---------- DATA EXCERPTS ----------

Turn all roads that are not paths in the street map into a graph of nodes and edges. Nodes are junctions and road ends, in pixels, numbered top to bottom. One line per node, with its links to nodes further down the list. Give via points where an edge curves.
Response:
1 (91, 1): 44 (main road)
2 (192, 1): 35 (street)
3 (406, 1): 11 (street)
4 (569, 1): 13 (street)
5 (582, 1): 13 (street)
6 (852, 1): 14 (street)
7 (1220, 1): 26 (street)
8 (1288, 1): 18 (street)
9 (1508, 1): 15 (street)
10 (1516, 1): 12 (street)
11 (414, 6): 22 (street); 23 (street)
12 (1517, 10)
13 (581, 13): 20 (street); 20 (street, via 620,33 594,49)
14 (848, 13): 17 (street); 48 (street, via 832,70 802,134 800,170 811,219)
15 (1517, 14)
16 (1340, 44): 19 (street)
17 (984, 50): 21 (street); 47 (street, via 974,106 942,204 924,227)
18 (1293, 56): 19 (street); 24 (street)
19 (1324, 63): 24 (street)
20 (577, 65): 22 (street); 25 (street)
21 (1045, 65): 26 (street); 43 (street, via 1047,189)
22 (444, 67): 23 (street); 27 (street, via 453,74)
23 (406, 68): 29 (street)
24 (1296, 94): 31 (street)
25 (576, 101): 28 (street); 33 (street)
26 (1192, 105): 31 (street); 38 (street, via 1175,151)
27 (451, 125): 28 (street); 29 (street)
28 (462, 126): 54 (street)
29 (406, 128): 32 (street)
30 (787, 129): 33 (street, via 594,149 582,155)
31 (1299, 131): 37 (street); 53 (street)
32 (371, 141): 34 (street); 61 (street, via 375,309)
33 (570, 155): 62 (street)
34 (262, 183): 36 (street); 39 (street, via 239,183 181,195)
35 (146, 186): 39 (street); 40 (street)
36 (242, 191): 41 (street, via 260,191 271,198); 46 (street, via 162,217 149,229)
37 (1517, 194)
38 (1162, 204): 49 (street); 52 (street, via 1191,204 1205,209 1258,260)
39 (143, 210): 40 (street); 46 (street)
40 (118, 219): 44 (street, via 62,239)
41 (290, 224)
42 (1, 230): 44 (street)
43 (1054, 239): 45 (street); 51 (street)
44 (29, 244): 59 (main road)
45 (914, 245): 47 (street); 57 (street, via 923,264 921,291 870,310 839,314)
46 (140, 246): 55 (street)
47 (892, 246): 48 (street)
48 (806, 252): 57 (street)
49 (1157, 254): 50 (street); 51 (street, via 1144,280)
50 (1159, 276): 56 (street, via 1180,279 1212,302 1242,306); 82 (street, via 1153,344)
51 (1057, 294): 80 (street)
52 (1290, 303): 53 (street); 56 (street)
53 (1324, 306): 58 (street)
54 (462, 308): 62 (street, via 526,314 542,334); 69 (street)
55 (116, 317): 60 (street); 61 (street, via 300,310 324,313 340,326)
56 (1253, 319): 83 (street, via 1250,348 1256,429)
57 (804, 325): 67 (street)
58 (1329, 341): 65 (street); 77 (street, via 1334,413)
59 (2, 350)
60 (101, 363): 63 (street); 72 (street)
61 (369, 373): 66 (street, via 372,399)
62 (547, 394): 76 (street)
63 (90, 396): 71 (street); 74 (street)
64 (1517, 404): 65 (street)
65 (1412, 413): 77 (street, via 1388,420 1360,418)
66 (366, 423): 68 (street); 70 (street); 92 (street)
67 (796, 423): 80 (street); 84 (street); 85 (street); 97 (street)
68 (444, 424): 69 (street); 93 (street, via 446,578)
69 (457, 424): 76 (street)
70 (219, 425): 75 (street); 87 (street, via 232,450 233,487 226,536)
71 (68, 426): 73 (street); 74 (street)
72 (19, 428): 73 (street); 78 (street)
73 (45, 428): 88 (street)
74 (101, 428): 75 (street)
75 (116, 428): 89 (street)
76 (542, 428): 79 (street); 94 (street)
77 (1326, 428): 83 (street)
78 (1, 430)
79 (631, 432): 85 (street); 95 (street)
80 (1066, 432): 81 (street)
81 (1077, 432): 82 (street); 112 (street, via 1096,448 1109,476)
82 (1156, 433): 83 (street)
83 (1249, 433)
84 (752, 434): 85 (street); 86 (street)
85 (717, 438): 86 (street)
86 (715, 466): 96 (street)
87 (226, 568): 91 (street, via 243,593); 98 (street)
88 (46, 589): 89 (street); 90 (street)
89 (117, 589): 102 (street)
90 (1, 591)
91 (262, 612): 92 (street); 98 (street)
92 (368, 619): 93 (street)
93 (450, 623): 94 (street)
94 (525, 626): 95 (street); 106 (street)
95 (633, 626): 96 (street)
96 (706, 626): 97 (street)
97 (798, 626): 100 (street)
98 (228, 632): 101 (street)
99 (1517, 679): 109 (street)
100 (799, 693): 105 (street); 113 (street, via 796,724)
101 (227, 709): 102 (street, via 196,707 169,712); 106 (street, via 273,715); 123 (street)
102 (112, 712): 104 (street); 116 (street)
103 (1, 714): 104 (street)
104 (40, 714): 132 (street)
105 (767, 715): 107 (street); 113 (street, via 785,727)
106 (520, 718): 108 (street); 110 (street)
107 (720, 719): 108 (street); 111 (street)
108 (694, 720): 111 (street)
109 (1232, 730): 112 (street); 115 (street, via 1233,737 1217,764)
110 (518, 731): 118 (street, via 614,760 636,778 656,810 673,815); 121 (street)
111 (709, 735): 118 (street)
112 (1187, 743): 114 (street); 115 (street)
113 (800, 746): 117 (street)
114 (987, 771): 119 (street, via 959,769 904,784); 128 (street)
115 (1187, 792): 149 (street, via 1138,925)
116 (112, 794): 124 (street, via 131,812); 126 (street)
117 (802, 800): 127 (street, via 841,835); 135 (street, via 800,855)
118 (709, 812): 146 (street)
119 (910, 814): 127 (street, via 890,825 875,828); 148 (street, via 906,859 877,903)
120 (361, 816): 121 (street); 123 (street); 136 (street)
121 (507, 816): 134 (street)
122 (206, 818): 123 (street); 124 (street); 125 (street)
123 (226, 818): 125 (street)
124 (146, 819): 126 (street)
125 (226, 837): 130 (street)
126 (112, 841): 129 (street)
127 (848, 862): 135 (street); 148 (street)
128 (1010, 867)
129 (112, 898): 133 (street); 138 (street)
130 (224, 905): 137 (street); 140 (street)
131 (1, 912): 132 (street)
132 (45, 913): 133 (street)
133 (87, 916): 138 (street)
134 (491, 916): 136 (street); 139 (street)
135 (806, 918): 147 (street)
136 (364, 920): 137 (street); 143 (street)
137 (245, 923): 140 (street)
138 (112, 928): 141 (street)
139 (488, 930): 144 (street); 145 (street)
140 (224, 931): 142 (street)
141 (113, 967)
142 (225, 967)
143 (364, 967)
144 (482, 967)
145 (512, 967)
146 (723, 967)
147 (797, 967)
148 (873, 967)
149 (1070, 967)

----------

PROBLEM DETAILS:
Retrieve each line of the data in which the word "road" can be found.

WRITTEN REPLY:
Turn all roads that are not paths in the street map into a graph of nodes and edges. Nodes are junctions and road ends, in pixels, numbered top to bottom. One line per node, with its links to nodes further down the list. Give via points where an edge curves.
1 (91, 1): 44 (main road)
44 (29, 244): 59 (main road)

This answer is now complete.